Pick each line containing "Alvito" out of the records.

SOURCE DATA –
━━━
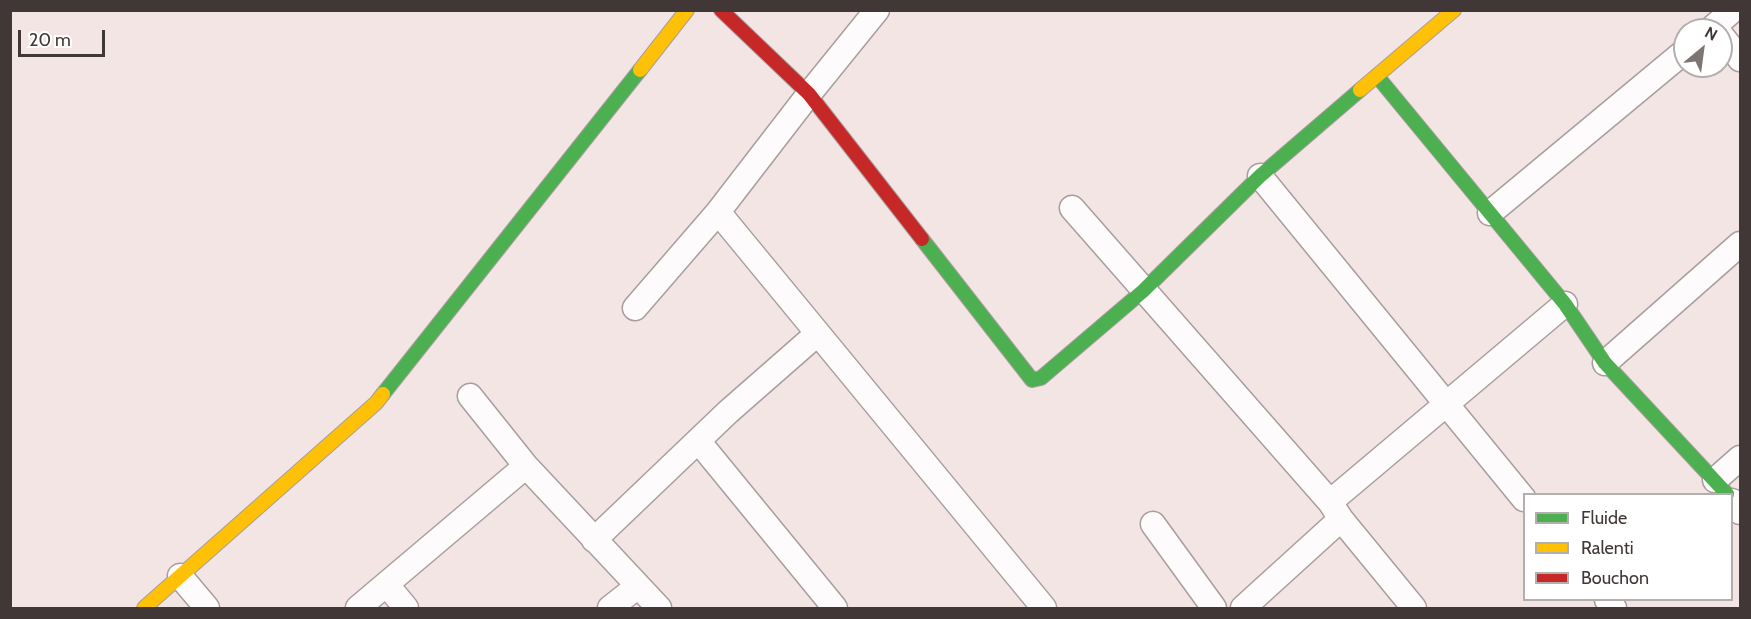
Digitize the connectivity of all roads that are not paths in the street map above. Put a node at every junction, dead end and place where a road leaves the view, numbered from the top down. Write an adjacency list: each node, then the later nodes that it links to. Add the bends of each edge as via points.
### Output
1 (721, 10): 7 (street)
2 (877, 10): 7 (street)
3 (1454, 10): 6 (street)
4 (682, 12): 28 (street, via 376,403)
5 (1673, 61): 11 (street)
6 (1377, 76): 8 (street); 11 (street)
7 (809, 94): 10 (street); 13 (street, via 1032,380 1041,378)
8 (1260, 176): 13 (street); 19 (street)
9 (1072, 208): 13 (street)
10 (718, 212): 15 (street); 16 (street)
11 (1490, 213): 14 (street)
12 (1740, 244): 17 (street)
13 (1143, 291): 25 (street)
14 (1565, 304): 17 (street); 19 (street)
15 (635, 308)
16 (817, 334): 20 (street); 38 (street)
17 (1605, 363): 23 (street)
18 (470, 396): 22 (street)
19 (1446, 404): 24 (street); 25 (street)
20 (699, 442): 27 (street); 37 (street)
21 (1740, 458): 23 (street)
22 (526, 466): 27 (street); 29 (street)
23 (1721, 487)
24 (1523, 499)
25 (1335, 510): 40 (street); 41 (street)
26 (1153, 524): 39 (street)
27 (594, 540): 30 (street)
28 (180, 576): 31 (street); 32 (street)
29 (387, 585): 33 (street); 34 (street)
30 (638, 586): 35 (street); 36 (street)
31 (144, 609)
32 (207, 609)
33 (358, 609)
34 (406, 609)
35 (610, 609)
36 (659, 609)
37 (836, 609)
38 (1044, 609)
39 (1214, 609)
40 (1243, 609)
41 (1414, 609)

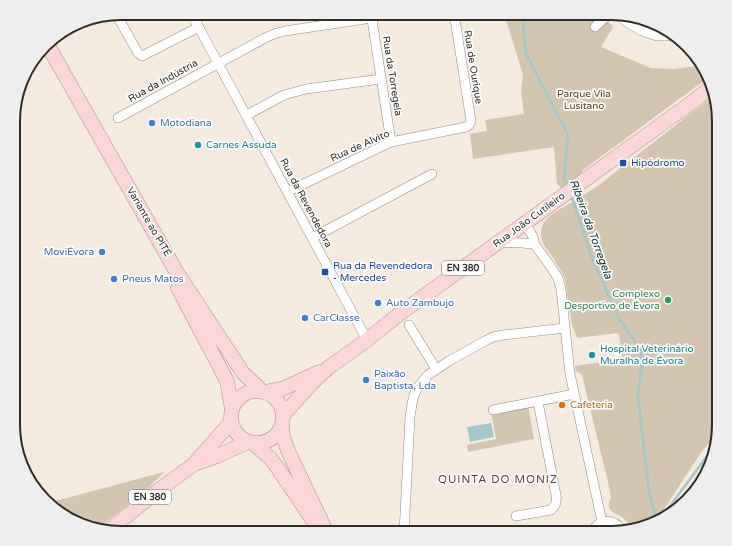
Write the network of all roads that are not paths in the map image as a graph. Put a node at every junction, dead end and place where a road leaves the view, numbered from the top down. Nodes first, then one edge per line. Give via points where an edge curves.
1 (119, 20) edge
2 (195, 20) edge
3 (348, 20) edge
4 (372, 20) edge
5 (455, 20) edge
6 (603, 20) edge
7 (626, 21) edge
8 (199, 27) junction
9 (595, 27) dead end
10 (665, 36) edge
11 (50, 49) edge
12 (45, 54) edge
13 (218, 63) junction
14 (381, 79) junction
15 (707, 89) edge
16 (247, 115) junction
17 (118, 118) dead end
18 (469, 125) joint
19 (390, 142) junction
20 (432, 174) dead end
21 (287, 192) junction
22 (537, 214) junction
23 (523, 225) junction
24 (312, 238) junction
25 (533, 242) junction
26 (497, 244) junction
27 (409, 325) dead end
28 (565, 328) junction
29 (367, 340) junction
30 (328, 368) junction
31 (436, 369) junction
32 (264, 392) junction
33 (574, 394) junction
34 (538, 402) junction
35 (493, 410) dead end
36 (231, 415) junction
37 (282, 420) junction
38 (250, 443) junction
39 (192, 465) junction
40 (516, 516) dead end
41 (602, 522) junction
42 (619, 525) edge
43 (114, 526) edge
44 (316, 526) edge
45 (324, 526) edge
46 (404, 526) edge
47 (596, 526) edge

1 - 8 street via 142,56
2 - 8 street, Rua da Revendedora
3 - 13 street, Rua da Indústria via 274,34
4 - 14 street, Rua da Torregela
5 - 18 street, Rua de Ourique via 471,121
6 - 9 street
7 - 10 street via 642,31
8 - 13 street, Rua da Revendedora
11 - 32 main road, Variante ao PITÉ via 176,271 243,373
12 - 36 main road, Variante ao PITÉ via 171,274 227,381
13 - 16 street, Rua da Revendedora
13 - 17 street, Rua da Indústria
14 - 16 street via 294,92
14 - 19 street, Rua da Torregela
15 - 22 main road, Rua João Cutileiro / EN 380
16 - 21 street, Rua da Revendedora
18 - 19 street, Rua de Alvito via 466,128
19 - 21 street, Rua de Alvito
20 - 24 street
21 - 24 street, Rua da Revendedora
22 - 23 main road, Rua João Cutileiro / EN 380
22 - 25 street
23 - 25 street via 522,233 525,240
23 - 26 main road, Rua João Cutileiro / EN 380
24 - 29 street, Rua da Revendedora
25 - 26 street
25 - 28 street via 558,278
26 - 29 main road, Rua João Cutileiro / EN 380
27 - 31 street
28 - 31 street via 493,337
28 - 33 street
29 - 30 main road, Rua João Cutileiro / EN 380
30 - 32 main road, Rua João Cutileiro / EN 380 via 282,389
30 - 37 main road, Rua João Cutileiro / EN 380
31 - 46 street via 423,380 412,404
32 - 36 main road via 255,391 241,397 235,402
32 - 37 main road via 277,401 281,408
33 - 34 street
33 - 41 street
34 - 35 street
34 - 40 street via 557,501 551,510
36 - 38 main road via 233,428 237,434
36 - 39 main road, EN 380
37 - 38 main road via 273,438 260,443
37 - 45 main road via 283,437 289,453
38 - 39 main road, EN 380
38 - 44 main road via 270,458
39 - 43 main road, EN 380
41 - 42 street via 614,522
41 - 47 street

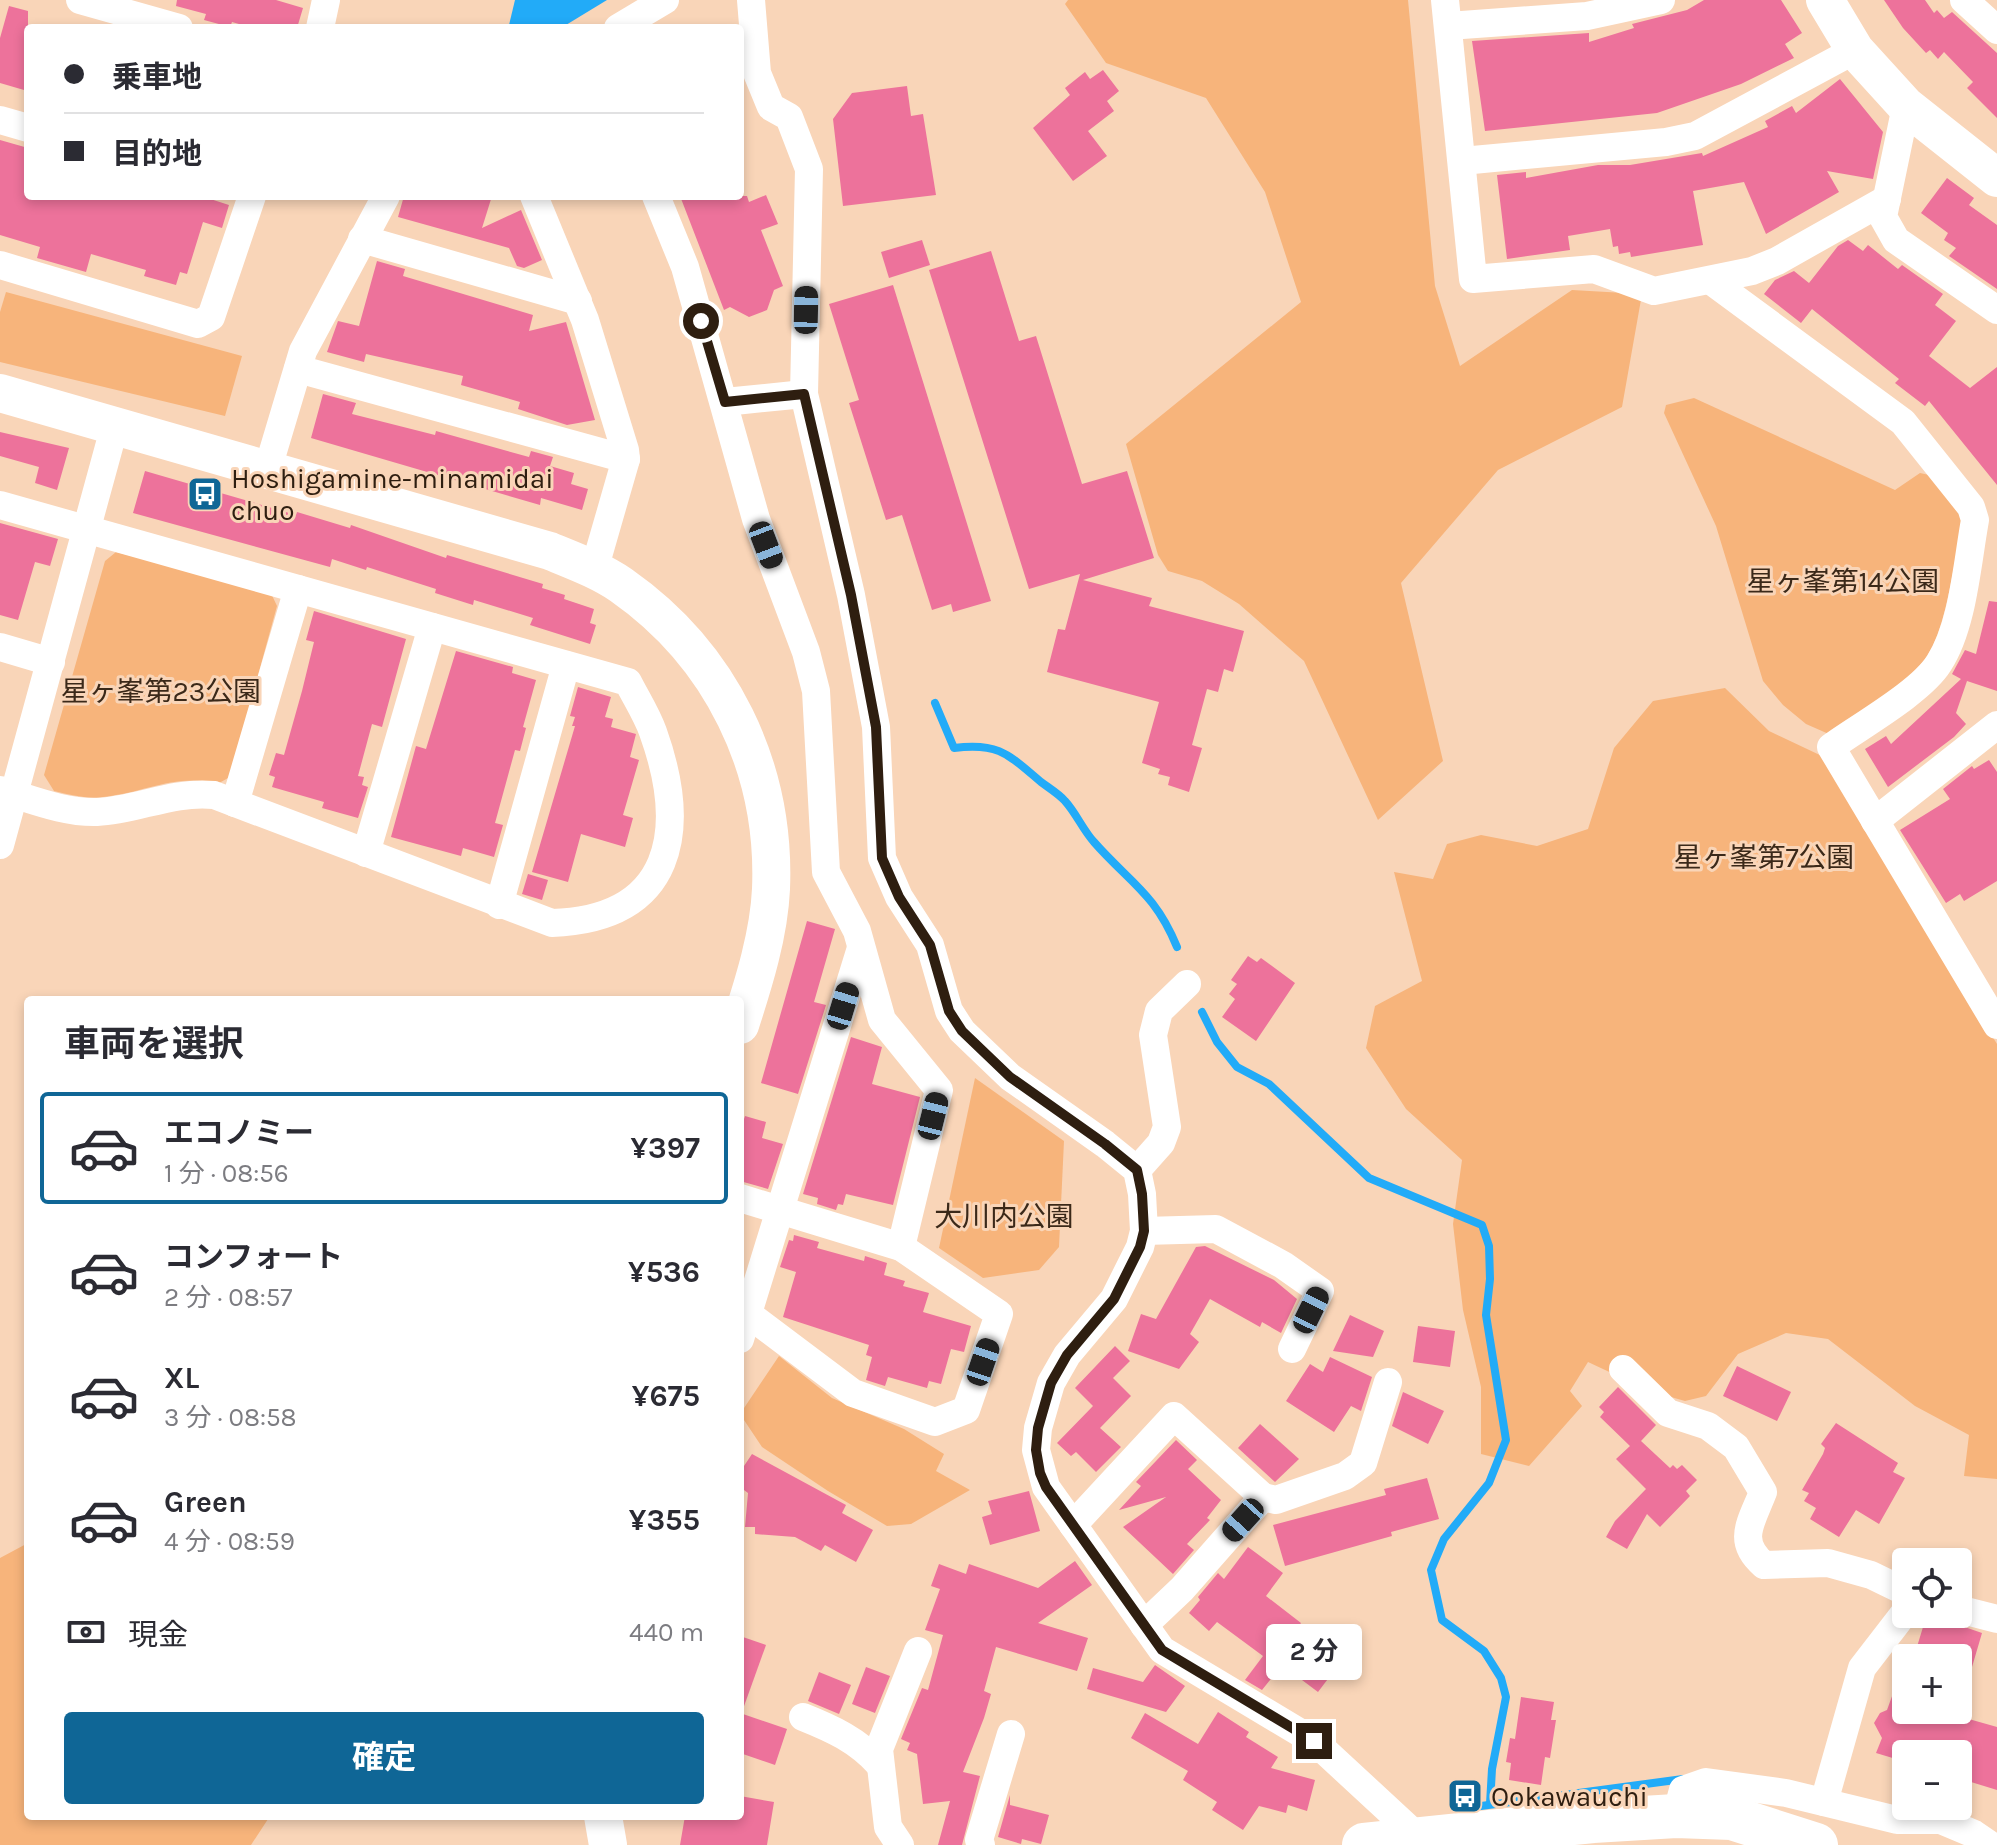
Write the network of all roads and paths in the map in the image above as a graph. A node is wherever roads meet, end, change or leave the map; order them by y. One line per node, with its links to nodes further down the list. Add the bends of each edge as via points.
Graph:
1 (80, 0): 10 (street)
2 (326, 0): 11 (street)
3 (665, 0): 12 (street)
4 (751, 0): 32 (street, via 757,73 771,107 789,117 809,169)
5 (1661, 0): 8 (street)
6 (1825, 0): 14 (street)
7 (1964, 0): 13 (street)
8 (1586, 8): 9 (street)
9 (1446, 13): 18 (street)
10 (165, 24)
11 (321, 24)
12 (625, 24)
13 (1997, 30)
14 (1855, 50): 15 (street); 18 (street, via 1695,136)
15 (1906, 106): 19 (street); 20 (street)
16 (0, 120): 17 (street)
17 (24, 127)
18 (1462, 161): 27 (street, via 1473,279 1594,269 1654,291)
19 (1997, 178)
20 (1887, 199): 27 (street, via 1777,261); 29 (street, via 1883,217 1896,240)
21 (251, 200): 26 (street, via 211,317 198,324)
22 (384, 200): 25 (street)
23 (536, 200): 28 (street)
24 (658, 200): 33 (street, via 685,267)
25 (362, 239): 28 (street); 30 (street)
26 (0, 265)
27 (1710, 280): 38 (street, via 1903,422)
28 (578, 301): 35 (street)
29 (1997, 310)
30 (298, 369): 35 (street); 36 (street)
31 (0, 393): 34 (street)
32 (804, 394): 33 (street); 57 (street, via 876,727 882,858 930,945 949,1011 962,1031 1010,1077)
33 (725, 402): 53 (street, via 756,519 816,691 826,872)
34 (115, 425): 36 (street); 39 (street)
35 (626, 459): 40 (street)
36 (268, 468): 40 (street, via 550,551)
37 (0, 505): 39 (street)
38 (1986, 522): 49 (street, via 1952,637 1938,665 1831,747)
39 (87, 529): 41 (street); 44 (street)
40 (594, 570): 55 (street, via 621,585 680,635 713,676 755,758 767,804 771,889)
41 (298, 589): 42 (street); 48 (street)
42 (432, 627): 45 (street); 51 (street)
43 (0, 647): 44 (street)
44 (51, 662): 47 (street)
45 (566, 665): 52 (street); 52 (street, via 628,682 662,766 670,802 670,839 661,869 643,891 601,916 552,923)
46 (1994, 735): 49 (street)
47 (7, 792): 48 (street, via 74,811 116,810 194,793); 50 (street)
48 (235, 803): 51 (street)
49 (1875, 821): 56 (street)
50 (0, 845)
51 (366, 853): 52 (street)
52 (499, 905)
53 (861, 948): 59 (street); 61 (street, via 882,1020 939,1090)
54 (1187, 984): 57 (street, via 1159,1011 1153,1035 1167,1127 1161,1143)
55 (744, 1010)
56 (1997, 1025)
57 (1137, 1170): 60 (street)
58 (744, 1199): 59 (street)
59 (780, 1210): 61 (street); 62 (street)
60 (1144, 1231): 63 (street, via 1216,1229 1320,1291); 67 (street, via 1114,1299 1051,1383 1038,1428 1040,1473)
61 (901, 1247): 62 (street, via 999,1314 966,1410 935,1422 853,1393)
62 (744, 1326)
63 (1292, 1349)
64 (1623, 1369): 68 (street, via 1668,1413 1708,1426 1736,1447 1763,1492 1746,1537 1750,1553 1764,1565 1828,1563)
65 (1388, 1382): 66 (street, via 1363,1463 1345,1476 1276,1500)
66 (1263, 1497): 67 (street, via 1174,1416); 71 (street)
67 (1073, 1525): 71 (street)
68 (1892, 1585)
69 (1972, 1613): 70 (street)
70 (1997, 1619)
71 (1144, 1625): 81 (street, via 1162,1650 1314,1741)
72 (1893, 1628): 77 (street, via 1862,1668)
73 (918, 1651): 76 (street, via 879,1749)
74 (803, 1717): 76 (street, via 840,1732)
75 (1011, 1734): 84 (street)
76 (879, 1764): 83 (street, via 888,1827)
77 (1824, 1802): 78 (street, via 1706,1782 1683,1790); 87 (street, via 1897,1820 1941,1820)
78 (1676, 1816): 80 (main road); 86 (main road, via 1732,1818)
79 (604, 1820): 82 (street)
80 (1594, 1833): 81 (main road)
81 (1420, 1839): 85 (main road)
82 (608, 1845)
83 (900, 1845)
84 (981, 1845)
85 (1364, 1845)
86 (1816, 1845)
87 (1990, 1845)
━━━
WORKED SOLUTION –
18 - 19 street, Rua de Alvito via 466,128
19 - 21 street, Rua de Alvito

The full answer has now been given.